Requirement:
A word-for-word transcription of the data below is required.

Dataset excerpts:
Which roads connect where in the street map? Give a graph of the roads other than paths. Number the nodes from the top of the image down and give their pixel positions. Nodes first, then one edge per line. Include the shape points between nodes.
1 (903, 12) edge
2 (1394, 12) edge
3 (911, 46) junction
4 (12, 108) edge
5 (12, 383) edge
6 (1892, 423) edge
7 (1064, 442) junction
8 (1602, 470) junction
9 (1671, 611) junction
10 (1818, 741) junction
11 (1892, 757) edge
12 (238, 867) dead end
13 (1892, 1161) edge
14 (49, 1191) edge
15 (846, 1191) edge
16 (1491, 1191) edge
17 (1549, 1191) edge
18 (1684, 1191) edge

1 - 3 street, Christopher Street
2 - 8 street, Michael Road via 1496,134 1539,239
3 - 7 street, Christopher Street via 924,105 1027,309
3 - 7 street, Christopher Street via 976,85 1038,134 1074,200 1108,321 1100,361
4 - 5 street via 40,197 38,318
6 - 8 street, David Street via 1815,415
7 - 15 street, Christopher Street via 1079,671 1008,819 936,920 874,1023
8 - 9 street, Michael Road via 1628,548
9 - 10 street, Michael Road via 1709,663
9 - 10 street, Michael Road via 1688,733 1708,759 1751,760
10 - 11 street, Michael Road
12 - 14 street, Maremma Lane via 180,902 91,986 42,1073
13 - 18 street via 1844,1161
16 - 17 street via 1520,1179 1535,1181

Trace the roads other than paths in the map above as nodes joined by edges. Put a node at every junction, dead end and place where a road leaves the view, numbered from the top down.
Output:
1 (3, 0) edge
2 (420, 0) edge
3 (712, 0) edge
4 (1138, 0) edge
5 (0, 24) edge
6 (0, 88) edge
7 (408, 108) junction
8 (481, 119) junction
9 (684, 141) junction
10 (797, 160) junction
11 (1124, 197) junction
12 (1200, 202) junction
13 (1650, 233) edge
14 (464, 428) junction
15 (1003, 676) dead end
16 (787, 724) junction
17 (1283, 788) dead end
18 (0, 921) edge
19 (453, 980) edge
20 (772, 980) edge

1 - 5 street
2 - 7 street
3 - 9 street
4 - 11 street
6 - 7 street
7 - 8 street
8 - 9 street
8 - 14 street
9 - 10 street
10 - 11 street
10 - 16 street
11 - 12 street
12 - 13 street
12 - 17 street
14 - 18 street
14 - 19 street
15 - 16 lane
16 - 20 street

Output below:
Which roads connect where in the street map? Give a graph of the roads other than paths. Number the nodes from the top of the image down and give their pixel positions. Nodes first, then one edge per line. Include the shape points between nodes.
1 (903, 12) edge
2 (1394, 12) edge
3 (911, 46) junction
4 (12, 108) edge
5 (12, 383) edge
6 (1892, 423) edge
7 (1064, 442) junction
8 (1602, 470) junction
9 (1671, 611) junction
10 (1818, 741) junction
11 (1892, 757) edge
12 (238, 867) dead end
13 (1892, 1161) edge
14 (49, 1191) edge
15 (846, 1191) edge
16 (1491, 1191) edge
17 (1549, 1191) edge
18 (1684, 1191) edge

1 - 3 street, Christopher Street
2 - 8 street, Michael Road via 1496,134 1539,239
3 - 7 street, Christopher Street via 924,105 1027,309
3 - 7 street, Christopher Street via 976,85 1038,134 1074,200 1108,321 1100,361
4 - 5 street via 40,197 38,318
6 - 8 street, David Street via 1815,415
7 - 15 street, Christopher Street via 1079,671 1008,819 936,920 874,1023
8 - 9 street, Michael Road via 1628,548
9 - 10 street, Michael Road via 1709,663
9 - 10 street, Michael Road via 1688,733 1708,759 1751,760
10 - 11 street, Michael Road
12 - 14 street, Maremma Lane via 180,902 91,986 42,1073
13 - 18 street via 1844,1161
16 - 17 street via 1520,1179 1535,1181

Trace the roads other than paths in the map above as nodes joined by edges. Put a node at every junction, dead end and place where a road leaves the view, numbered from the top down.
Output:
1 (3, 0) edge
2 (420, 0) edge
3 (712, 0) edge
4 (1138, 0) edge
5 (0, 24) edge
6 (0, 88) edge
7 (408, 108) junction
8 (481, 119) junction
9 (684, 141) junction
10 (797, 160) junction
11 (1124, 197) junction
12 (1200, 202) junction
13 (1650, 233) edge
14 (464, 428) junction
15 (1003, 676) dead end
16 (787, 724) junction
17 (1283, 788) dead end
18 (0, 921) edge
19 (453, 980) edge
20 (772, 980) edge

1 - 5 street
2 - 7 street
3 - 9 street
4 - 11 street
6 - 7 street
7 - 8 street
8 - 9 street
8 - 14 street
9 - 10 street
10 - 11 street
10 - 16 street
11 - 12 street
12 - 13 street
12 - 17 street
14 - 18 street
14 - 19 street
15 - 16 lane
16 - 20 street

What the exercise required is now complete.